Самую долгую остановку во время своей заграничной поездки Чиж сделал в Париже, где посещал лекции знаменитого невропатолога Ж.-М. Шарко в больнице Сальпетриер, и в Лейпциге, где работал в лабораториях психолога Вильгельма Вундта и невропатолога Пауля Флехсига. Присутствовал он и на гипнотических сеансах Ипполита Бернхейма в Нанси и Жозефа Дельбёфа в Брюсселе, а также посетил венского психиатра Рихарда Крафт-Эбинга. Он хотел больше узнать о современных исследованиях патологии, включая и патологию «нравственную». Гипнотические эксперименты, во время которых, как утверждали проводившие их врачи, можно было искусственно создать психическую патологию, интересовали Чижа не меньше, чем гистологические исследования Флехсига и психологические эксперименты Вундта. Он и сам проводил эксперименты — на себе — с наркотическими веществами и обнаружил, что разрушительное действие наркотиков сказывается постепенно. Первым, как ему казалось, страдает «нравственное чувство»: даже когда интеллект, память и восприятие остаются в норме, человек под влиянием наркотиков становится «нравственно помешанным»34. Поэтому неудивительно, что, будучи в Париже, Чиж интересовался и работами Ж.-Ж. Моро, предшественника Шарко. После путешествия на Восток, в Палестину и Сирию, куда Моро отправился, сопровождая своего богатого пациента, он стал пропагандировать гашиш для лечения душевных болезней и для психологических экспериментов. Шарко, бывший интерном в больнице Сальпетриер, когда главным врачом там был Моро, предложил себя в качестве испытуемого в экспериментах с гашишем35.

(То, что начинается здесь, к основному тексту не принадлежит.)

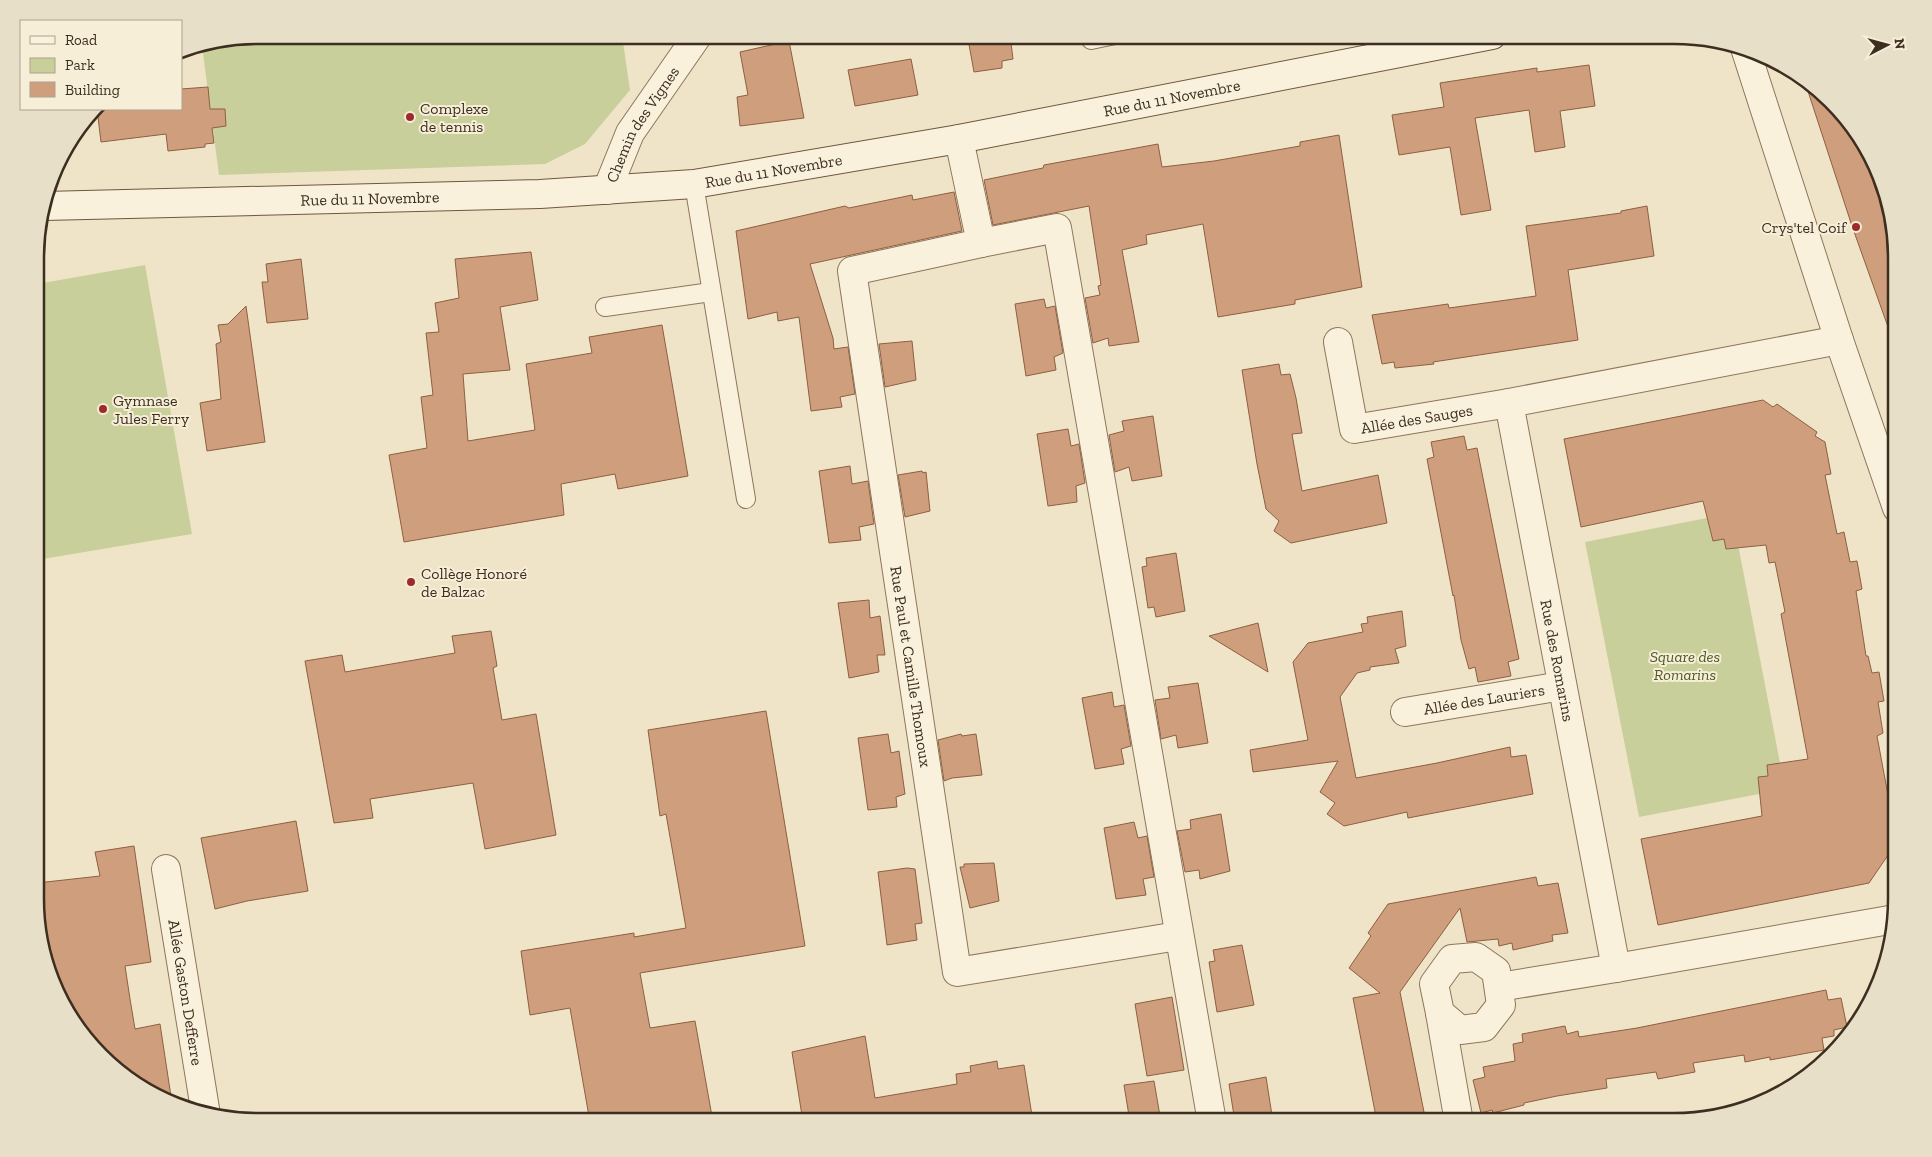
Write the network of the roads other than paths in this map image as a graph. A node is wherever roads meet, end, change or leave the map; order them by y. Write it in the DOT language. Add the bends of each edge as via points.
graph roads {
  1 [pos="692,44"];
  2 [pos="1410,44"];
  3 [pos="1748,57"];
  4 [pos="959,139"];
  5 [pos="694,184"];
  6 [pos="607,190"];
  7 [pos="50,206"];
  8 [pos="981,243"];
  9 [pos="711,292"];
  10 [pos="605,307"];
  11 [pos="1838,340"];
  12 [pos="1338,342"];
  13 [pos="1509,404"];
  14 [pos="1888,485"];
  15 [pos="746,499"];
  16 [pos="1562,686"];
  17 [pos="1406,712"];
  18 [pos="166,869"];
  19 [pos="1887,921"];
  20 [pos="1178,936"];
  21 [pos="1616,968"];
  22 [pos="1499,987"];
  23 [pos="1440,1013"];
  24 [pos="205,1107"];
  25 [pos="1210,1113"];
  26 [pos="1457,1113"];
  1 -- 6 [label="street, Chemin des Vignes" via="630,133"];
  2 -- 4 [label="street, Rue du 11 Novembre"];
  3 -- 11 [label="street"];
  4 -- 5 [label="street, Rue du 11 Novembre"];
  4 -- 8 [label="street"];
  5 -- 6 [label="street, Rue du 11 Novembre"];
  5 -- 9 [label="lane"];
  6 -- 7 [label="street, Rue du 11 Novembre"];
  8 -- 20 [label="street, Rue Paul et Camille Thomoux" via="1057,228"];
  8 -- 20 [label="street, Rue Paul et Camille Thomoux" via="852,271 957,972"];
  9 -- 10 [label="lane"];
  9 -- 15 [label="lane"];
  11 -- 13 [label="street"];
  11 -- 14 [label="street"];
  12 -- 13 [label="street, Allée des Sauges" via="1354,429"];
  13 -- 16 [label="street, Rue des Romarins"];
  16 -- 17 [label="street, Allée des Lauriers"];
  16 -- 21 [label="street, Rue des Romarins"];
  18 -- 24 [label="street, Allée Gaston Defferre"];
  19 -- 21 [label="street"];
  20 -- 25 [label="street, Rue Paul et Camille Thomoux"];
  21 -- 22 [label="street"];
  22 -- 23 [label="street" via="1501,1005 1484,1027 1460,1030"];
  22 -- 23 [label="street" via="1496,971 1476,957 1452,959 1434,984"];
  23 -- 26 [label="street"];
}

Чиж был не первым русским, отправившимся в Париж для выяснения психофизиологических эффектов наркотиков. Зигмунд Фрейд также интересовался физиологическими эффектами коки. Он приехал на стажировку к Шарко в октябре 1885 года, когда Чиж еще был за границей, — они могли бы встретиться. Коллега Чижа из клиники Мержеевского С.П. Данил-ло (1848–1897) во время стажировки в Париже ассистировал физиологу Шарлю Рише в его экспериментах с гашишем и листьями коки36. Данилло в его собственных экспериментах на себе наблюдал, что под действием гашиша им могла внезапно овладеть какая-нибудь странная мысль, немедленно требовавшая исполнения. Раз, возвращаясь поздно вечером домой, он подумал, что на него кто-то собирается напасть, и инстинктивно полез в карман за пистолетом. Такой эффект физиолог объяснял тем, что гашиш вызывает «состояние автоматизма, в котором человек под действием отравляющих веществ теряет способность затормаживать инстинкты и управлять своими произвольными импульсами, так что любая мысль немедленно выражается соответствующим действием». Данилло и Рише в совместной статье сообщали также, что животное под влиянием наркотиков «без торможения… становится диким»37.
В истории медицинского использования наркотиков есть немало примеров тесной связи между медицинскими и моральными суждениями. В девятнадцатом веке пристрастие к наркотикам имело двойное значение — «болезни и порока», а «наркоманы» наказывались как законом, так и общественным мнением. Поэтому ученые, использовавшие наркотики в своих исследованиях — как своего рода «ментальный микроскоп», — должны были провести черту между своей работой и мнением о порочности наркотиков. Но, избегая «вступать на почву морали», в интерпретации результатов они не могли уйти от оценочное™38. Язык врачей и физиологов уже был ценностно нагруженным. Когда хирурги впервые начали применять анестетики во время операций, они «обнаружили», что «угасание психических функций начинается с воли, за которой следует потеря внимания и способности рассуждения; наконец, остаются только органические функции». Британский невролог Дж. Х. Джексон предположил, что разные функции разрушаются с разной скоростью — тем быстрее, чем они «моложе», т. е. чем позже появились в процессе эволюции. Наиболее стабильны самые древние функции, наиболее уязвимы функции недавнего происхождения — эту идею французский психолог Тео-дюль Рибо назвал «законом эволюции психических функций»39. Следовательно, когда Чиж утверждал, что в экспериментах с наркотиками нравственное чувство — это наивысшее и самое последнее достижение цивилизации — «угасает первым», его вывод соответствовал состоянию современной ему науки.